**To do**
Every record must come back unchanged, apart from the pictures, which are dropped.

Dataset entries:

══════════════════════════════

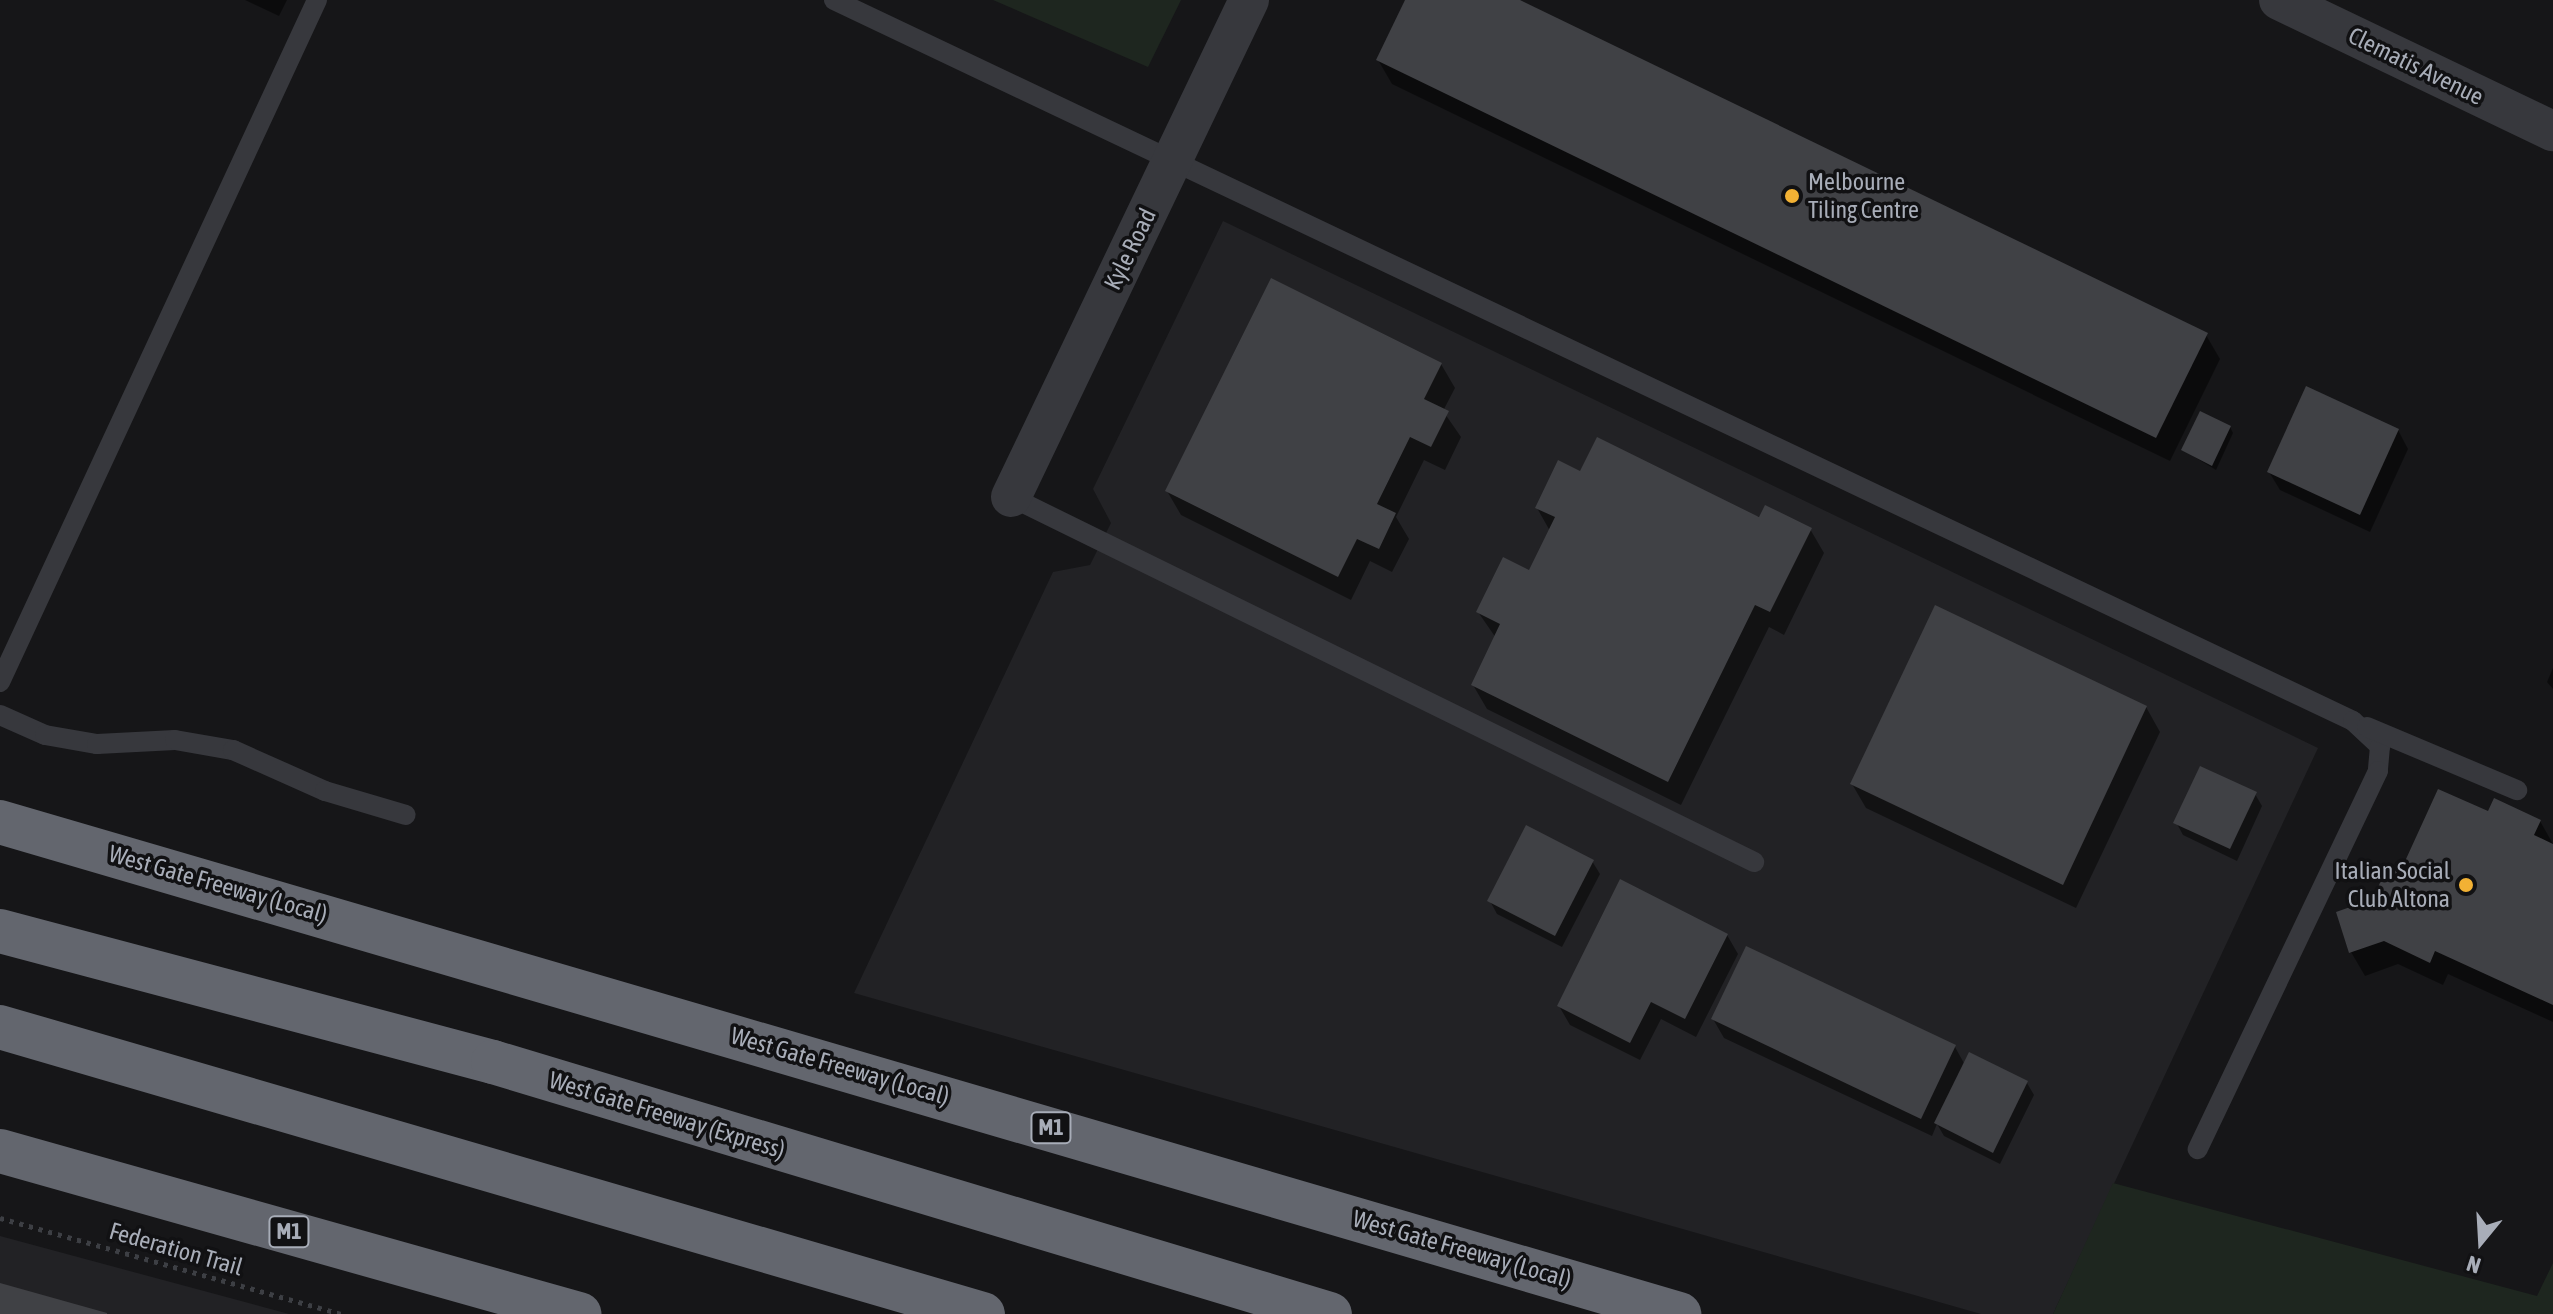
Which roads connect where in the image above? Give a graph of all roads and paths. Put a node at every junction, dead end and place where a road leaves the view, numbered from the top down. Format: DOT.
graph roads {
  1 [pos="317,0"];
  2 [pos="834,0"];
  3 [pos="1249,0"];
  4 [pos="2279,0"];
  5 [pos="2553,131"];
  6 [pos="1172,161"];
  7 [pos="1011,497"];
  8 [pos="0,682"];
  9 [pos="0,715"];
  10 [pos="2353,721"];
  11 [pos="2517,790"];
  12 [pos="406,815"];
  13 [pos="0,822"];
  14 [pos="1754,862"];
  15 [pos="0,931"];
  16 [pos="0,1027"];
  17 [pos="2198,1149"];
  18 [pos="0,1151"];
  19 [pos="0,1218"];
  20 [pos="342,1314"];
  21 [pos="579,1314"];
  22 [pos="983,1314"];
  23 [pos="1330,1314"];
  24 [pos="1679,1314"];
  1 -- 8 [label="lane"];
  2 -- 6 [label="lane"];
  3 -- 6 [label="street, Kyle Road"];
  4 -- 5 [label="street, Clematis Avenue"];
  6 -- 7 [label="street, Kyle Road"];
  6 -- 10 [label="lane"];
  7 -- 14 [label="lane"];
  9 -- 12 [label="lane"];
  10 -- 11 [label="lane"];
  10 -- 17 [label="lane"];
  13 -- 24 [label="highway, West Gate Freeway (Local) / M1"];
  15 -- 23 [label="highway, West Gate Freeway (Express)"];
  16 -- 22 [label="highway"];
  18 -- 21 [label="highway, M1"];
  19 -- 20 [label="path, Federation Trail"];
}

══════════════════════════════

**The completed task**
Which roads connect where in the image above? Give a graph of all roads and paths. Put a node at every junction, dead end and place where a road leaves the view, numbered from the top down. Format: DOT.
graph roads {
  1 [pos="317,0"];
  2 [pos="834,0"];
  3 [pos="1249,0"];
  4 [pos="2279,0"];
  5 [pos="2553,131"];
  6 [pos="1172,161"];
  7 [pos="1011,497"];
  8 [pos="0,682"];
  9 [pos="0,715"];
  10 [pos="2353,721"];
  11 [pos="2517,790"];
  12 [pos="406,815"];
  13 [pos="0,822"];
  14 [pos="1754,862"];
  15 [pos="0,931"];
  16 [pos="0,1027"];
  17 [pos="2198,1149"];
  18 [pos="0,1151"];
  19 [pos="0,1218"];
  20 [pos="342,1314"];
  21 [pos="579,1314"];
  22 [pos="983,1314"];
  23 [pos="1330,1314"];
  24 [pos="1679,1314"];
  1 -- 8 [label="lane"];
  2 -- 6 [label="lane"];
  3 -- 6 [label="street, Kyle Road"];
  4 -- 5 [label="street, Clematis Avenue"];
  6 -- 7 [label="street, Kyle Road"];
  6 -- 10 [label="lane"];
  7 -- 14 [label="lane"];
  9 -- 12 [label="lane"];
  10 -- 11 [label="lane"];
  10 -- 17 [label="lane"];
  13 -- 24 [label="highway, West Gate Freeway (Local) / M1"];
  15 -- 23 [label="highway, West Gate Freeway (Express)"];
  16 -- 22 [label="highway"];
  18 -- 21 [label="highway, M1"];
  19 -- 20 [label="path, Federation Trail"];
}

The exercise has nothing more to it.